Style Guides Across Multi-Brands (2024)

Design system

May 24, 2025

UX/UI Design
Led the project, working closely with teammates, external teams and developers.

Date
2024

Project / Client
TTC

Collaborated with cross‑functional teams to consolidate fragmented brand style guides and align design and engineering workflows.

1. The Challenge

TTC managed multiple brand websites, each with its own style guide, resulting in inconsistent typography, redundant components, and disjointed front-end implementation.

Problems identified:

  • Duplication of typography, button variants, and colour tokens

  • Maintenance overhead due to inconsistent naming and token use

  • Design-to-code friction, leading to slow handoffs and implementation errors


2. Research & Benchmarking

Analysed top design systems for best practices:

  • Material Design (Google)

  • Atlassian Design System

  • Shopify Polaris

  • IBM Design Language

  • Salesforce Lightning Design System

Insights guided the introduction of naming conventions, token structures, and component hierarchies.

3. Design Strategy & Execution

To boost consistency and efficiency across our multi-brand websites, the Design Team partnered with Front-End Developers to streamline and unify our Style Guides. By removing redundancies and standardising typography, buttons, and colour tokens, we created a scalable, maintainable system that balances brand identity with technical cohesion.

Naming Convention

Developed a clear, modular naming system, easing communication between designers and developers.

Typography

Streamlined to a core text style set (e.g., Title, Subtitle, Paragraphs, Buttons, Labels) with Tailwind-inspired sizing and spacing.

Allowed for brand-specific tweaks while maintaining core consistency.

Buttons

Audited and removed unused variants, creating a three-tier system: Primary, Secondary, Tertiary.

Rebuilt buttons using Tailwind tokens for consistency and maintainability.

Colour Palettes

Defined separate hex-based palettes per brand, eliminating overlaps.

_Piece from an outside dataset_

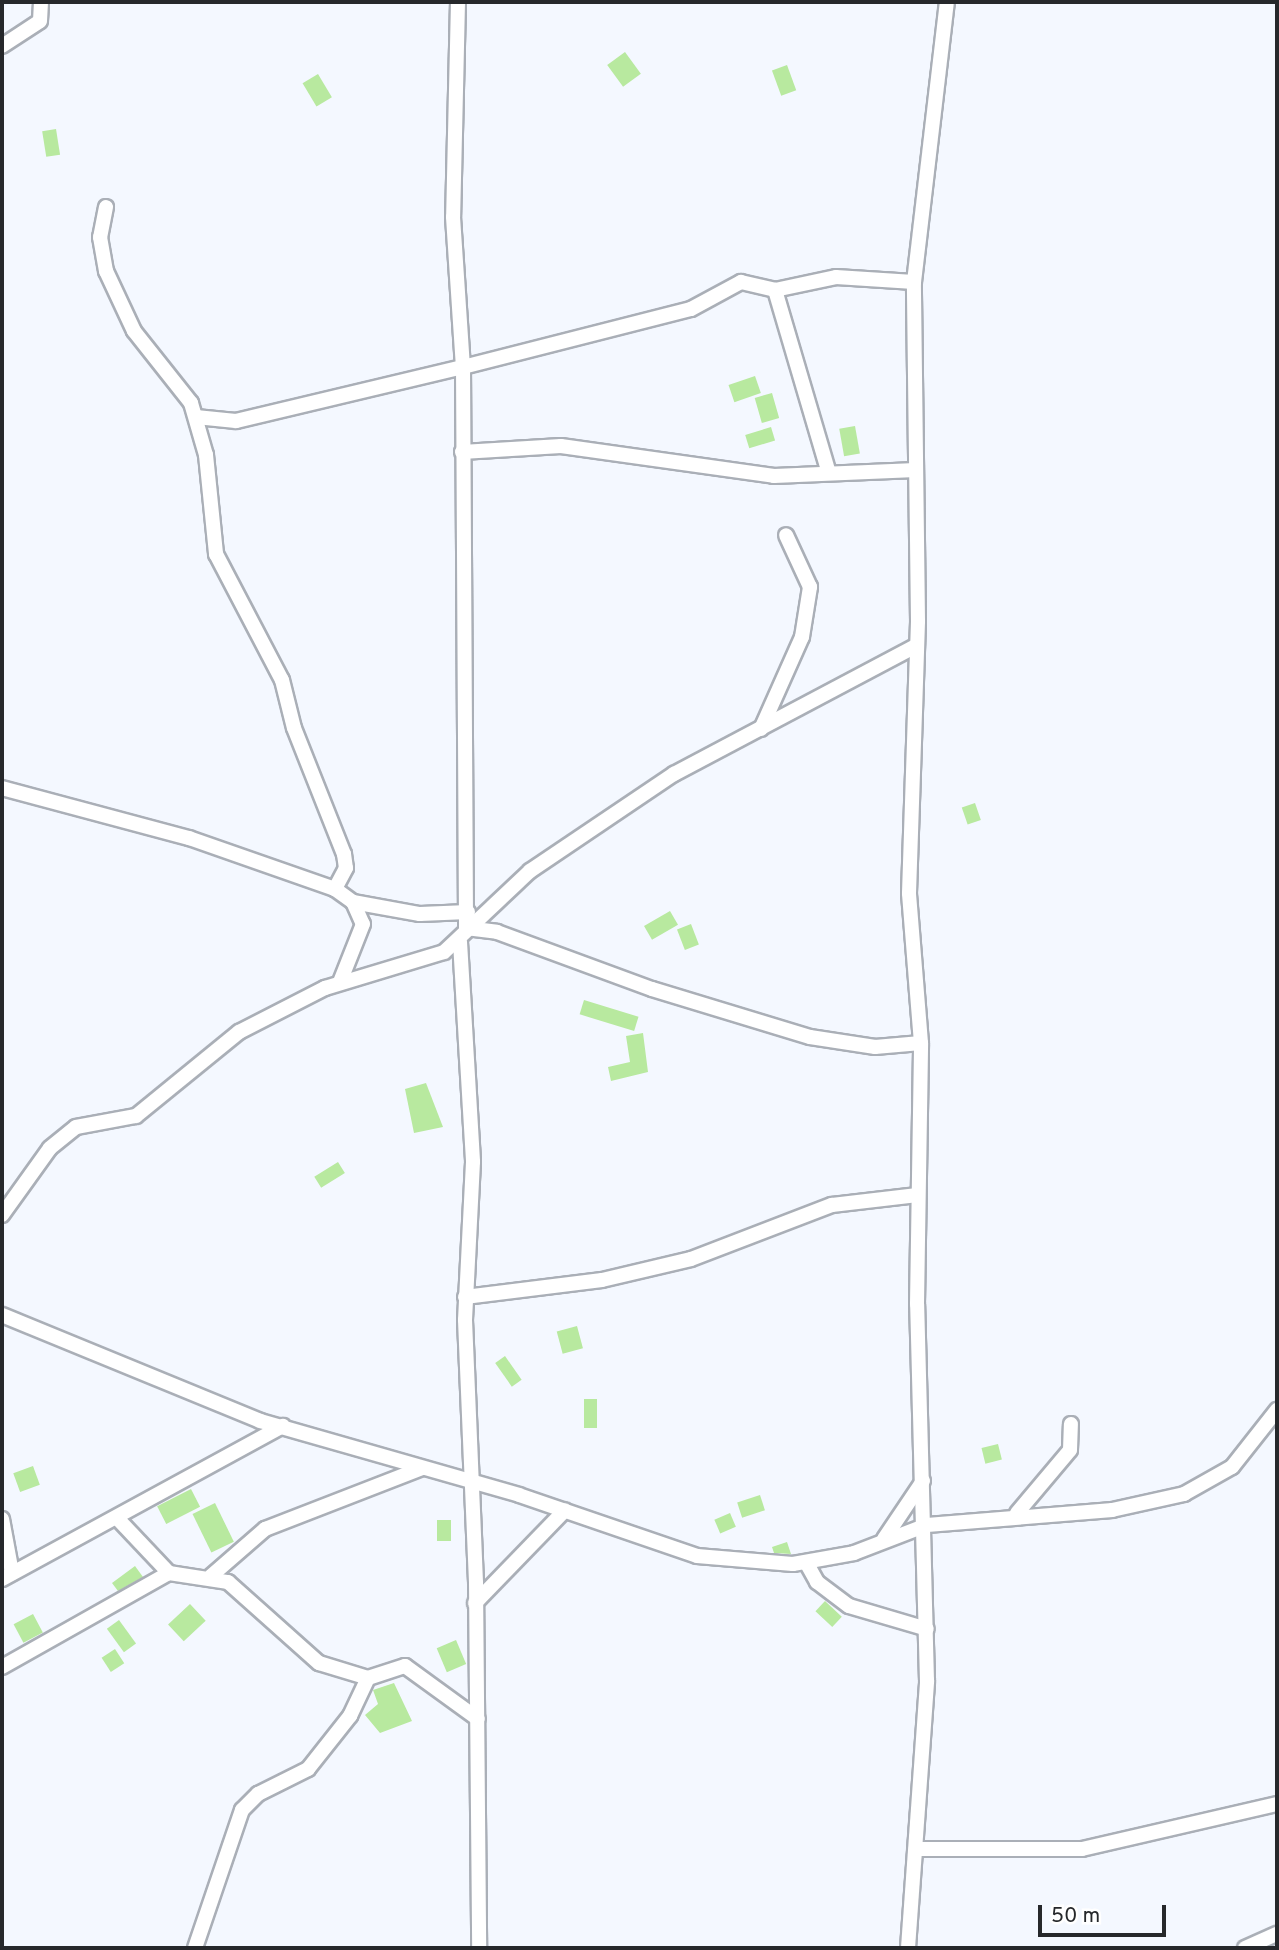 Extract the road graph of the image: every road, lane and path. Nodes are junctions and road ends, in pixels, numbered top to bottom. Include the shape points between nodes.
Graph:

Included Figma descriptions and opacity rules (5% increments) for developer clarity.

Iconography

Adopted Material Design Icons, leveraging fill, weight, grade, and optical size options for a flexible yet cohesive icon system.

Additional Design Tokens

Added standardised tokens for Shadows, Border Radius, and Opacity, improving design clarity and developer handover.

Style Guide for Multiple Brands

4. Tools & Collaboration

  • Built upon TailwindCSS utility tokens, featuring modular, scalable components.

  • Utilised Figma Local Variables to manage global tokens like colour, typography, spacing, and effects.

  • Maintained tight alignment with developers throughout implementation, ensuring smooth production translation.

5. Visual Evolution

Typography

Improved the typography by removing unique font sizes across all brands to align more consistently with Tailwind CSS values.

Colours

We have minimized the amount of unused styles by displaying only unique classes in the Main colour palette without any repetitions. However, the Contextual values palette will still show repeated colour tokens.

Buttons & Links

We have reduced the number of unused buttons and only show the ones that we actually use on the website.

6. Outcomes & Reflection

  • Eliminated design duplication, reducing redundancy in typography, buttons, and colours

  • Accelerated design-to-code delivery with standardised components and tokens

  • Enabled brand differentiation without sacrificing system-wide consistency

  • Created a scalable, maintainable design system aligned with developer workflows

Lessons learned:

  • Some tokens (e.g., extra font weights) proved excessive—future iterations will favour leaner defaults.

  • The balance of “what we can create” vs. “what we should create” will guide future optimisation.


7. What’s Next

  • Iterate the token set based on real-world usage—pruning where unnecessary

  • Extend tokenisation to new properties as brands and UI components evolve

  • Enhance collaboration with continuous developer feedback loops and documentation refinement

Final Thoughts

This project successfully transformed a fragmented multi-brand system into a cohesive, developer-friendly design ecosystem. It showcases how strategic design-token rationalisation, backed by careful tooling and collaboration, can improve efficiency, clarity, and system resilience—all while preserving unique brand identities.

Note: Retrospect, some of the tokens we created were unnecessary—for example, labels and buttons didn’t need as many font size variations to match titles. We also included too many font weights when a single default weight would have sufficed.

They were so preoccupied with what they could create, they never stopped to ask if they should.